Some cases presented residual curve progression after surgery, which attributed to many factors: multiple malformed vertebra, associated with failure of segmentation, concave fused ribs, improper maneuver, shorter fusion level, incomplete HV resection, as well as implants failure. Shi Z et al investigate the causes of failure in the first operation and the revision procedure for patients with congenital scoliosis due to HV [19]. They suggested that limitations of the primary surgery, no or incomplete resection of HV, improper operation during surgery, improper internal fixation material and fixation scope were main cause of revision surgery. A study including 28 children less than 6 years old with HV were reported by Ruf M et al [20]. They found two patients additional operations were performed because of new developing deformities. One was a bar formation at the operative site and an adjacent segment; another was a new bone mass at the site of the HV excision. They suggested that short fusion may increase the risk of a new deformity and may require re-operation, but this risk was acceptable to minimize the compromise of normal spinal development for very young patients. In our current study, three patients required additional surgery due to residual curve progression during follow-up. They had larger and rigid curve in coronal and sagittal plane before primary surgery. Incompletely excision of proximal HV was the major cause in two cases. Too short fusion and malformed vertebra growth was the major cause in another patient. The revision surgeries were performed and satisfactory outcome were seen at the latest follow up.
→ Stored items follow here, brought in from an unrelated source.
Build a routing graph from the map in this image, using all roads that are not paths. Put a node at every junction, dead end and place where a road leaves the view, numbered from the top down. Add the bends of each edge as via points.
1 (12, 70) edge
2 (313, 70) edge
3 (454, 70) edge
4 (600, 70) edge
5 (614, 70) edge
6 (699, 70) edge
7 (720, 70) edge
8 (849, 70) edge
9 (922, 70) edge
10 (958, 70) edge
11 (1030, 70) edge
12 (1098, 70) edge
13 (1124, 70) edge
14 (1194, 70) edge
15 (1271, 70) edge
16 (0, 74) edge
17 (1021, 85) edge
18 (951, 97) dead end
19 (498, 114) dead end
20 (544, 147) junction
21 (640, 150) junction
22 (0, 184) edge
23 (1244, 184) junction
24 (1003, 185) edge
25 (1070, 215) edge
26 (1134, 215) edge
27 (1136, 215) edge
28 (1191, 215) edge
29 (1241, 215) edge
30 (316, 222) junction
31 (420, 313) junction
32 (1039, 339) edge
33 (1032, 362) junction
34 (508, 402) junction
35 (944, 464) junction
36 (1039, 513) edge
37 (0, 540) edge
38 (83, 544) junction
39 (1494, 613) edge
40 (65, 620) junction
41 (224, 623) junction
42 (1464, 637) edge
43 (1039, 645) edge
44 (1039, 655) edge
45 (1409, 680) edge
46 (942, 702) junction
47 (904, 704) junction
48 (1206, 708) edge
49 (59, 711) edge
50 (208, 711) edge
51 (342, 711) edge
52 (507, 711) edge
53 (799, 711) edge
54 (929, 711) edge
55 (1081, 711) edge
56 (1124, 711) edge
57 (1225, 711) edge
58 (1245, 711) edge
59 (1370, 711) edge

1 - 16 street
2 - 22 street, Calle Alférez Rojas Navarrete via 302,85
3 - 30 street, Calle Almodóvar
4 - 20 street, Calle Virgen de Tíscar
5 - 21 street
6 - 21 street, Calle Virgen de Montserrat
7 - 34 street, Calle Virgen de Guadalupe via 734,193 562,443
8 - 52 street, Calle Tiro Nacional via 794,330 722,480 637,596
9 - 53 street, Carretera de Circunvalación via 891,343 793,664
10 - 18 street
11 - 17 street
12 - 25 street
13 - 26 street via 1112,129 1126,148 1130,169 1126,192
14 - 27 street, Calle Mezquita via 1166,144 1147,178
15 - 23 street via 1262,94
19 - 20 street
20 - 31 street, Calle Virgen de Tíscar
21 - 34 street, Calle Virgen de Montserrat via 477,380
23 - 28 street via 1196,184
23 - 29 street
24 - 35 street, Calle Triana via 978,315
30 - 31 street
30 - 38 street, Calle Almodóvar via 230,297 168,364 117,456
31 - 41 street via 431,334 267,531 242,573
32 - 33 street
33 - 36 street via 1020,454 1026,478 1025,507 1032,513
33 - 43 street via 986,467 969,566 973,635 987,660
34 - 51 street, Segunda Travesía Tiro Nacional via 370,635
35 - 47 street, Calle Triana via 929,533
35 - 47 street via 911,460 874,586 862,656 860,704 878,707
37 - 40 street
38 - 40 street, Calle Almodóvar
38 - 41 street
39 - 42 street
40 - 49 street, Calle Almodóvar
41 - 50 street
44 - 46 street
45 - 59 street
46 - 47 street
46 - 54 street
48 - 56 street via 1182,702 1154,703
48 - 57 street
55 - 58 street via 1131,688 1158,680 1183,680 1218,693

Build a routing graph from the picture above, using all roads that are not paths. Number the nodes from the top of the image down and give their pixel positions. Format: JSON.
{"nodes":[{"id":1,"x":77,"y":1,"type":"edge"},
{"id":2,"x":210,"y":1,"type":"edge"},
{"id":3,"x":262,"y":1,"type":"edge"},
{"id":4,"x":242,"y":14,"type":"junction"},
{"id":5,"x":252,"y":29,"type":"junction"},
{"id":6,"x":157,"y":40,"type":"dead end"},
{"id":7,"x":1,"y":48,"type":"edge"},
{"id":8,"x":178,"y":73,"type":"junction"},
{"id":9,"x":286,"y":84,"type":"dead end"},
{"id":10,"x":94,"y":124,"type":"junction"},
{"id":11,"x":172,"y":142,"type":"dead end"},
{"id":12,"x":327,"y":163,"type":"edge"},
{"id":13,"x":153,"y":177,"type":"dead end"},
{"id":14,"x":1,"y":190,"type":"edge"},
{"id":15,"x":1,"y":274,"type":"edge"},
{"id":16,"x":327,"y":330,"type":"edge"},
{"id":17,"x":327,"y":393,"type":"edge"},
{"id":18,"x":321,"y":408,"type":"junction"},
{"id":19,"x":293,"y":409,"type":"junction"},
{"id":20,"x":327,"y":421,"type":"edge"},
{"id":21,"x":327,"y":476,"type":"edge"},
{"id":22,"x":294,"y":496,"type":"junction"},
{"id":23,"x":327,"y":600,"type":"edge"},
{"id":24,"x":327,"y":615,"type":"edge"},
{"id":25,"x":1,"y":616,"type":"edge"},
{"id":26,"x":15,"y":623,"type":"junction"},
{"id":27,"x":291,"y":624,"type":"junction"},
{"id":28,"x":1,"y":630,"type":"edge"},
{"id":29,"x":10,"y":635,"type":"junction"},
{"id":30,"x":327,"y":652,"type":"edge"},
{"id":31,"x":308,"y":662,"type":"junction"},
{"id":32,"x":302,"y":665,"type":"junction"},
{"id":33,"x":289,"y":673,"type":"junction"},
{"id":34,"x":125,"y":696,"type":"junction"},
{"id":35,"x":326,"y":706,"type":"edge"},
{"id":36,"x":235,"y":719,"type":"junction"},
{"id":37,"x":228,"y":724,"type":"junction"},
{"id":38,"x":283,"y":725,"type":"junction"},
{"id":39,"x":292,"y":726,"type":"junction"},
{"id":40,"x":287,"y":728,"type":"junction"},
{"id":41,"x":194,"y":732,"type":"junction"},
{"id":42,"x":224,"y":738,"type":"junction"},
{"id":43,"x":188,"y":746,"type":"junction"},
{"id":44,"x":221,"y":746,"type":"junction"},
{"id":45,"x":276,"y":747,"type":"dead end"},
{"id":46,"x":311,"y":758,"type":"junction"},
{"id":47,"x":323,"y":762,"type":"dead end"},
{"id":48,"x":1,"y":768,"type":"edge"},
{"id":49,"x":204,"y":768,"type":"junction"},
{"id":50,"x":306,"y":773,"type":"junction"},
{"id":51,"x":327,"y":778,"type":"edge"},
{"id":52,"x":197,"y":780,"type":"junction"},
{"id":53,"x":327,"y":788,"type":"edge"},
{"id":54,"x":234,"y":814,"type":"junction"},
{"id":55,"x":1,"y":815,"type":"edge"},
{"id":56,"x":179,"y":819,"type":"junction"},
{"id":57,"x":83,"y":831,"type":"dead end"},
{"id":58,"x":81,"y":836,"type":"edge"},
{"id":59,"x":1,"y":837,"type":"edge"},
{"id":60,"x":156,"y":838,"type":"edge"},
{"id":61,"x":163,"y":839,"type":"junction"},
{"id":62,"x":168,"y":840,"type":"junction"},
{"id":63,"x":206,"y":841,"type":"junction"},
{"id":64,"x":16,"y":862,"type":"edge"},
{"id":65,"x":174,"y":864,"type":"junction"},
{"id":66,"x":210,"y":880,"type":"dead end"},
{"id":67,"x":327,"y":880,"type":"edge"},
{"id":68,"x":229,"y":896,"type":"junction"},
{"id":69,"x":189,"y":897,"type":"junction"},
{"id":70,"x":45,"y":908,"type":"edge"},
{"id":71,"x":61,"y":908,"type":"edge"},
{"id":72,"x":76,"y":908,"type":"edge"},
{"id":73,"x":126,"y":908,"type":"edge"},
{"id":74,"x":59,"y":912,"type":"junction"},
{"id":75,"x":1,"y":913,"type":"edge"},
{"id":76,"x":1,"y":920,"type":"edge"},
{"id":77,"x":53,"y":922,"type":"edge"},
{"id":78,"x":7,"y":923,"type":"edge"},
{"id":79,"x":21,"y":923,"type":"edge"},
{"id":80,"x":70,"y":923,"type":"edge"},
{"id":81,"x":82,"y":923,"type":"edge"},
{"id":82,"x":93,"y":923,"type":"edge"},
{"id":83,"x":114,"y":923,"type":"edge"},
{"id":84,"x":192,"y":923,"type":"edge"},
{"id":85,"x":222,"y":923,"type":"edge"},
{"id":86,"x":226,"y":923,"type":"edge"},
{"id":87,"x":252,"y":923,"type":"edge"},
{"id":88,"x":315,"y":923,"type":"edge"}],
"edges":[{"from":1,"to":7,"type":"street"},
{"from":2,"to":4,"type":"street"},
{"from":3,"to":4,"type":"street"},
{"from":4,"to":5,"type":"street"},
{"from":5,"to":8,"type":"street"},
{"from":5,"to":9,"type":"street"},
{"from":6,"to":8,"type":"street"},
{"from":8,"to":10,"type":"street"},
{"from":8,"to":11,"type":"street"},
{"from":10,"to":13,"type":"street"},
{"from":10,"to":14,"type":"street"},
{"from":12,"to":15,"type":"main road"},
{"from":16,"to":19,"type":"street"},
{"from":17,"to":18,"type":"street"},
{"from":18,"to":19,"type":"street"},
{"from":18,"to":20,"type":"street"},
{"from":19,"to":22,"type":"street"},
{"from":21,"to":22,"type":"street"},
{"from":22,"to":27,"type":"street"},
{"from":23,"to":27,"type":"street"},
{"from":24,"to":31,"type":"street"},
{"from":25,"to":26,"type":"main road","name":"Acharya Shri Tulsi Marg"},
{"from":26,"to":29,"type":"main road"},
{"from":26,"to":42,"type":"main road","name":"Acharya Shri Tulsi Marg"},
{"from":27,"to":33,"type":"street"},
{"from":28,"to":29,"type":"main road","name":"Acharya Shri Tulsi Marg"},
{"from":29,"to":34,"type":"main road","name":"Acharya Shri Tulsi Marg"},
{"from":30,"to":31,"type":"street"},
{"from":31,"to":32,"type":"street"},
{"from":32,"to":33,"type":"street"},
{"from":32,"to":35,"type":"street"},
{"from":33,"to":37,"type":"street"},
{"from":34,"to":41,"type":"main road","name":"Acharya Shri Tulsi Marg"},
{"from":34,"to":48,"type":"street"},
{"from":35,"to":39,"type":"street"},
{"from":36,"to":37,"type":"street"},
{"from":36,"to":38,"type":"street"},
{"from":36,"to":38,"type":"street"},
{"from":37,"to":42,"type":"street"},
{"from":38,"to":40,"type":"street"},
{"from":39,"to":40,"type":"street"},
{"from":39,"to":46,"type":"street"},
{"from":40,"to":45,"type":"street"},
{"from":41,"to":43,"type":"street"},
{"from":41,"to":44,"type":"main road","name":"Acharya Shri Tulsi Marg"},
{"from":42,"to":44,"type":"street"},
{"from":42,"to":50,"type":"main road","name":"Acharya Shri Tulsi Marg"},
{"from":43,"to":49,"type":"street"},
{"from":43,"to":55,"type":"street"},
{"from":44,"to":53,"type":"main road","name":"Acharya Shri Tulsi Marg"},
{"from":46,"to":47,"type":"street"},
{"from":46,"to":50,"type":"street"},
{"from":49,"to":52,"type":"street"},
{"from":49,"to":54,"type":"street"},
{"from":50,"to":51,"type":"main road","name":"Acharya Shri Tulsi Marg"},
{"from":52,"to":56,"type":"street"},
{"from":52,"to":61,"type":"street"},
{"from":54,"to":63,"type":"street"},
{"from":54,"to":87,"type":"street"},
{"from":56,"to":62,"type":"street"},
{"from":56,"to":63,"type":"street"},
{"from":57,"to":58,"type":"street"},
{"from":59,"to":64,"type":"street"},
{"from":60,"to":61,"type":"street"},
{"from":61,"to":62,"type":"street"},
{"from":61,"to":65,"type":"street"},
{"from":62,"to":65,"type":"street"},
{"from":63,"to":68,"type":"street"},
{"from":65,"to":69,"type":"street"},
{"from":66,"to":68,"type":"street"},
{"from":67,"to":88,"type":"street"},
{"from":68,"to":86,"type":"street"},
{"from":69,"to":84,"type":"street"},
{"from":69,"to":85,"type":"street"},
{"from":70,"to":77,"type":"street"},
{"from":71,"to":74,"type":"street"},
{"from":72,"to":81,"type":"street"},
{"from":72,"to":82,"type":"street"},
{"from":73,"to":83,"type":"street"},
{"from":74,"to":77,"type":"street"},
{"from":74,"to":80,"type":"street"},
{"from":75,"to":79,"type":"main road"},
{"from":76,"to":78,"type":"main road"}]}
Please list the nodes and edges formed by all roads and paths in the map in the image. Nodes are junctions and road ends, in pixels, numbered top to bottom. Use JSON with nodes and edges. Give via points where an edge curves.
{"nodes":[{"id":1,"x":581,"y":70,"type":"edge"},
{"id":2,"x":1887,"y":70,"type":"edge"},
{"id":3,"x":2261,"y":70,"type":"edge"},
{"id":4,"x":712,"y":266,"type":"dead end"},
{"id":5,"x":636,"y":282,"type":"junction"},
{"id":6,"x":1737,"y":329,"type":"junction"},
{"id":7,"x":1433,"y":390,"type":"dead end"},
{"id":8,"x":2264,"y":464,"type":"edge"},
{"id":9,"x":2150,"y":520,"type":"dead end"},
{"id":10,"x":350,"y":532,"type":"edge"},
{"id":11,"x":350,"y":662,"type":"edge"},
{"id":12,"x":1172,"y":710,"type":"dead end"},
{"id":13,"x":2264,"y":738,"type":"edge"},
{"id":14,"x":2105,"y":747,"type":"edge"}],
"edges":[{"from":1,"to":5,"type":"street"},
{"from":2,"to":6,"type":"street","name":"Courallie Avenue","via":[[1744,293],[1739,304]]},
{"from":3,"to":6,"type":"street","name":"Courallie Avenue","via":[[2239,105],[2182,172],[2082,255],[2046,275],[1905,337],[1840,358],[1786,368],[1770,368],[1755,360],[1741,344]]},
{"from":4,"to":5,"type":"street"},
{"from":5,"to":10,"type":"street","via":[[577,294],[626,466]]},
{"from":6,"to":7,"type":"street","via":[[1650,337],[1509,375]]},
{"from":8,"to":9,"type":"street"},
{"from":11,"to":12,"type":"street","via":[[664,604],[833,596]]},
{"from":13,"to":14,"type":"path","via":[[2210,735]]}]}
In terms of anterior column reconstruction (ACR), a titanium mesh cage was used for anterior column support and fusion in patients who had residual anterior gap after HV resection. Suk et al recommended the application of ACR in which anterior gap greater than 5 mm [21]. Aydogan M et al. [7] reported on 19 patients undergoing HV removal with 15 cases experiencing anterior mesh cage support to fill interbody space. They found anterior support in short segmental fusion could correct thoracolumbar kyphosis and increase the stability. In our cases, six cases showed anterior larger gap after HV excision; and titanium mesh cage were used in order to support anterior column and avoid spinal cord shorten too much. In addition to, it was beneficial to get solid fusion in osteotomies sites.
This study has some limitations. First, it was a retrospective study with the inherent risk of data inaccuracy. Second, small number of patients included and more patients are needed in the future. Finally, this study does not contain results about quality of life in the follow-up. Further study including quality of life and mental health status are needed to performed in the future.